Anonymous Coward | more than 2 years ago | (#41151423)

First there was nothing! And then it exploded! Then there was the primordial goo and it came to life! After that there came the first microbe and then, after a long long long long long long time it became a Wall Street stock trader or a politician. Is this what should be taught to our children and called science?

Morgus and Chopsie (0)

Anonymous Coward | more than 2 years ago | (#41151441)

Bill won't ever amount to anything as a scientist.
Now Dr Morgus, look at what he's done. Why I be he's headed for dry ground right now.
Let's see Bill turn New Orleans into the Aquarium of the Americas, higher order indeed, Bill doesn't even know the secret symbol.

An ascientific position.. (1)

Anonymous Coward | more than 2 years ago | (#41151453)

If the man was serious he would ask parents to teach their children to be rational beings -- not to blindly accept whatever theory he find politically convenient at the moment.

There is no theory that should simply, at face value, be or not be accepted -- the facts tell you which ones to believe and which ones to reject. That is science.

Mr. Nye has confused his politics and his profession.

overheard on a radio talk show (1)

Anonymous Coward | more than 2 years ago | (#41151475)

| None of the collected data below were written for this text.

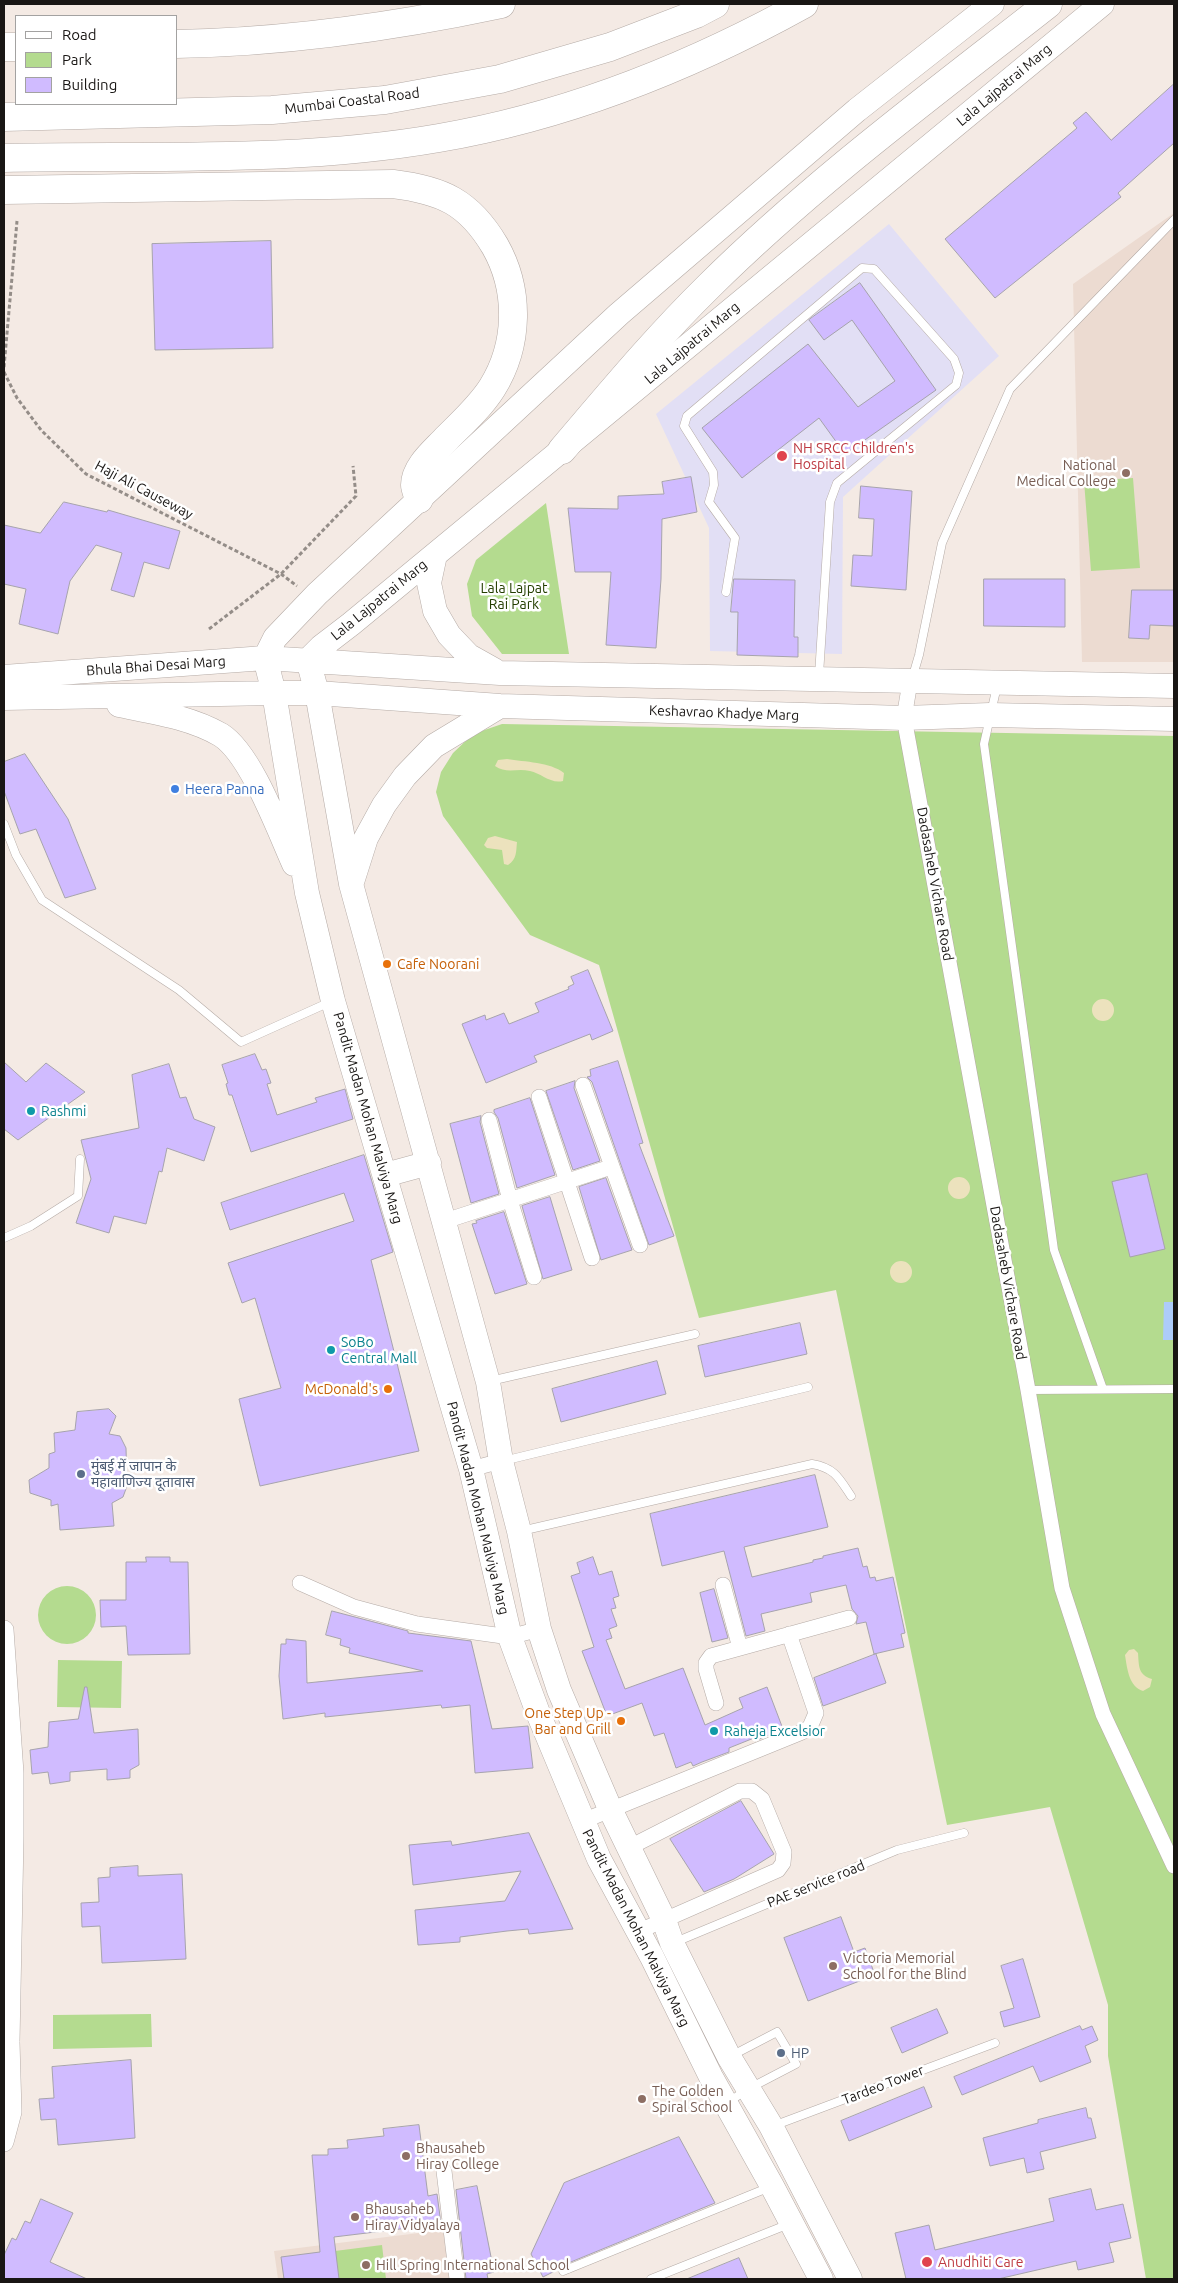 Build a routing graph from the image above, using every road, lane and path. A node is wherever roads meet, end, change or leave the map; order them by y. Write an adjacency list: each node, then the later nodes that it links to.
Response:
1 (501, 4): 7 (highway)
2 (804, 4): 9 (highway)
3 (992, 4): 17 (main road)
4 (1048, 4): 15 (highway)
5 (1102, 4): 15 (main road, Lala Lajpatrai Marg)
6 (705, 9): 8 (highway, Mumbai Coastal Road)
7 (178, 44)
8 (4, 117)
9 (4, 158)
10 (4, 190): 17 (highway)
11 (1174, 220): 27 (lane)
12 (17, 221): 13 (path)
13 (4, 366)
14 (4, 372): 19 (path, Haji Ali Causeway)
15 (562, 450): 18 (main road, Lala Lajpatrai Marg)
16 (353, 466): 19 (path)
17 (419, 499): 22 (main road)
18 (435, 555): 23 (main road, Lala Lajpatrai Marg); 24 (main road)
19 (281, 574): 21 (path)
20 (726, 592): 26 (lane)
21 (209, 629)
22 (265, 658): 23 (main road, Bhula Bhai Desai Marg); 25 (main road, Bhula Bhai Desai Marg); 30 (main road, Pandit Madan Mohan Malviya Marg)
23 (308, 660): 24 (main road); 31 (main road)
24 (500, 673): 26 (main road)
25 (4, 677)
26 (818, 680): 27 (main road)
27 (910, 682): 28 (main road); 36 (street, Dadasaheb Vichare Road)
28 (998, 682): 29 (main road); 35 (lane)
29 (1174, 686)
30 (274, 693): 31 (main road, Keshavrao Khadye Marg); 32 (main road, Bhula Bhai Desai Marg); 40 (main road, Pandit Madan Mohan Malviya Marg)
31 (317, 694): 34 (main road, Keshavrao Khadye Marg); 39 (main road, Pandit Madan Mohan Malviya Marg)
32 (79, 696): 33 (main road, Bhula Bhai Desai Marg); 40 (main road)
33 (4, 698)
34 (500, 706): 36 (main road, Keshavrao Khadye Marg); 39 (main road)
35 (990, 715): 36 (main road, Keshavrao Khadye Marg); 37 (main road, Keshavrao Khadye Marg); 61 (lane)
36 (904, 718): 60 (street, Dadasaheb Vichare Road)
37 (1174, 719)
38 (4, 824): 41 (lane)
39 (352, 884): 46 (main road, Pandit Madan Mohan Malviya Marg)
40 (307, 893): 41 (main road, Pandit Madan Mohan Malviya Marg)
41 (333, 1000): 48 (main road, Pandit Madan Mohan Malviya Marg)
42 (582, 1085): 47 (street)
43 (539, 1097): 49 (street)
44 (489, 1120): 50 (street)
45 (80, 1159): 52 (lane)
46 (429, 1163): 48 (main road); 51 (main road, Pandit Madan Mohan Malviya Marg)
47 (611, 1167): 49 (street); 53 (street)
48 (385, 1175): 63 (main road, Pandit Madan Mohan Malviya Marg)
49 (566, 1182): 50 (street); 54 (street)
50 (510, 1200): 51 (street); 55 (street)
51 (444, 1221): 57 (main road, Pandit Madan Mohan Malviya Marg)
52 (4, 1238)
53 (640, 1245)
54 (592, 1258)
55 (534, 1277)
56 (695, 1334): 57 (lane)
57 (488, 1382): 62 (main road, Pandit Madan Mohan Malviya Marg)
58 (808, 1387): 62 (lane)
59 (1174, 1389): 61 (lane)
60 (1028, 1390): 61 (lane); 80 (street, Dadasaheb Vichare Road)
61 (1103, 1390)
62 (501, 1461): 63 (street); 65 (main road, Pandit Madan Mohan Malviya Marg)
63 (472, 1469): 72 (main road, Pandit Madan Mohan Malviya Marg)
64 (852, 1496): 65 (lane)
65 (519, 1531): 69 (main road, Pandit Madan Mohan Malviya Marg)
66 (300, 1583): 72 (street)
67 (723, 1585): 73 (street)
68 (848, 1618): 71 (street)
69 (539, 1629): 72 (street); 75 (main road, Pandit Madan Mohan Malviya Marg)
70 (4, 1630): 78 (street)
71 (789, 1634): 73 (street); 75 (street)
72 (510, 1637): 76 (main road, Pandit Madan Mohan Malviya Marg)
73 (740, 1648): 74 (street)
74 (716, 1703)
75 (611, 1811): 76 (street); 79 (main road, Pandit Madan Mohan Malviya Marg)
76 (583, 1821): 82 (main road, Pandit Madan Mohan Malviya Marg)
77 (964, 1833): 83 (lane, PAE service road)
78 (9, 1837): 84 (street)
79 (628, 1848): 81 (main road, Pandit Madan Mohan Malviya Marg); 81 (street)
80 (1174, 1866)
81 (664, 1920): 82 (street); 83 (main road, Pandit Madan Mohan Malviya Marg)
82 (637, 1932): 88 (main road, Pandit Madan Mohan Malviya Marg)
83 (672, 1943): 86 (main road, Pandit Madan Mohan Malviya Marg)
84 (7, 2041): 89 (street)
85 (995, 2043): 90 (lane, Tardeo Tower)
86 (729, 2057): 87 (main road, Pandit Madan Mohan Malviya Marg); 87 (lane)
87 (748, 2089): 88 (lane); 90 (main road, Pandit Madan Mohan Malviya Marg)
88 (726, 2104): 93 (main road, Pandit Madan Mohan Malviya Marg)
89 (8, 2112): 91 (street)
90 (771, 2126): 99 (main road, Pandit Madan Mohan Malviya Marg)
91 (4, 2142)
92 (444, 2171): 96 (street)
93 (772, 2186): 94 (main road, Pandit Madan Mohan Malviya Marg); 95 (lane)
94 (791, 2223): 97 (lane); 98 (main road, Pandit Madan Mohan Malviya Marg)
95 (563, 2271)
96 (457, 2279)
97 (651, 2279)
98 (821, 2279)
99 (850, 2279)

(Just a morning talk show on a music station, not some sort of bible-thumping show. It was just a random topic that went by)

DJ: "If evolution is true, then how come chimps don't evolve into people... any more?"

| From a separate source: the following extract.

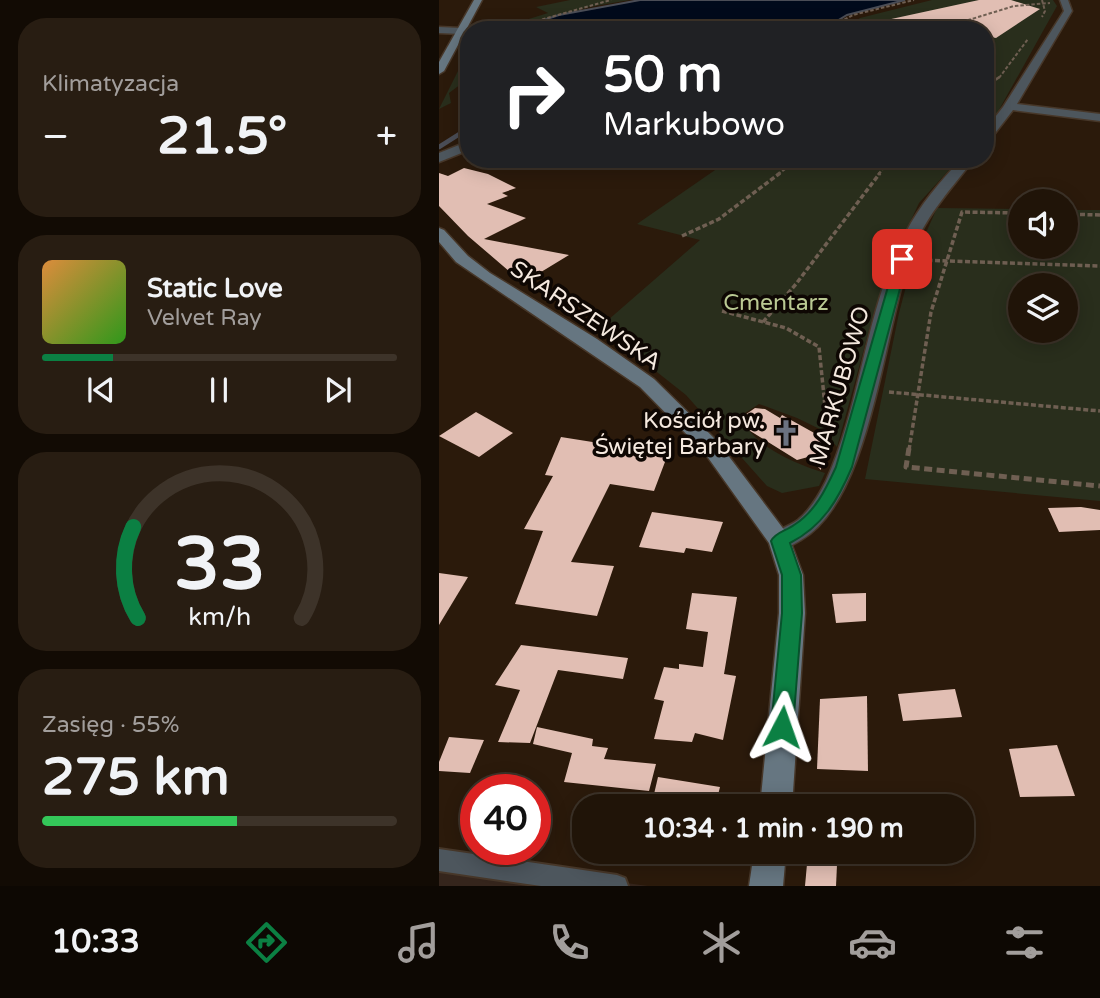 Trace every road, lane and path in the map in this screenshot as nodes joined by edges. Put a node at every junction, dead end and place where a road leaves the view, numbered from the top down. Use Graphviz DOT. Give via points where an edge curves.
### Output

And that is what passes for scientific debate here in the You Ess Aye.

Don't necessarily have to believe Darwin (1)

Anonymous Coward | more than 2 years ago | (#41151509)

I don't think it's necessary to believe Darwinian evolution as the origin of the species to be a successful scientist. It is possible to "believe" in the observed existence of mutations and natural selection - the development of antibiotic-resistant bacteria, moths changing from white to black to white as the environment gets dirty and then cleans up - and still believe that the origins of the human species were other than random.

I think it's hard to simultaneously be a scientist and a young earth creationist, although I suppose you can hold the view that God created the universe 6000 years ago to exactly mimic a 14 billion-year-old expanding universe, and that everything we measure about the universe is consistent with a 14 billion year age because God is really smart. But given that that universe is indistinguishable from one which is actually 14 billion years old, you're also happy to believe all of astrophysics models the universe correctly, because you know God made a perfect fake.

Personally, I don't see a conflict (3, Insightful)

grylnsmn (460178) | more than 2 years ago | (#41151547)

I'll probably get modded down for this, but personally, I don't see a conflict between Creationism and Evolution. Are there forms of Creationism that can conflict? Sure, but that doesn't mean that the two are completely irreconcilable.

For example, if you look at the creation account in Genesis, and take into account that the word that translates as "Day" can also mean "period of time", "Age", or "epoch", and not necessarily a defined period of time, then you can easily interpret it as mirroring what science tells us about how the Earth was formed and life evolved.

Consider, that we started off with a massive release of energy, then the solar system coalesced from a cloud of dust and gas. As the Earth formed, vapors condensed into liquids, the land cooled and solidified, and the sky cleared (making the sun, moon, and stars visible). Plants developed, and then animals of increasing complexity developed, culminating in Man.

Tradition has it that the book of Genesis was written by Moses, who learned of the Creation directly from God. If you consider the level of understanding that would have been available in his time (Rabbinical tradition holds as being around 1300 BCE), the descriptions in Genesis are a rather good description of what modern-day science thinks on the subject today.

The important thing is to keep each subject in context. Moses wasn't concerned about describing the details of how life was created. For his account all that was necessary is to describe that it was created.

It's not necessary to pick one or the other. You can provide a balanced view of both sides to you children. I know my very-religious physicist parents did.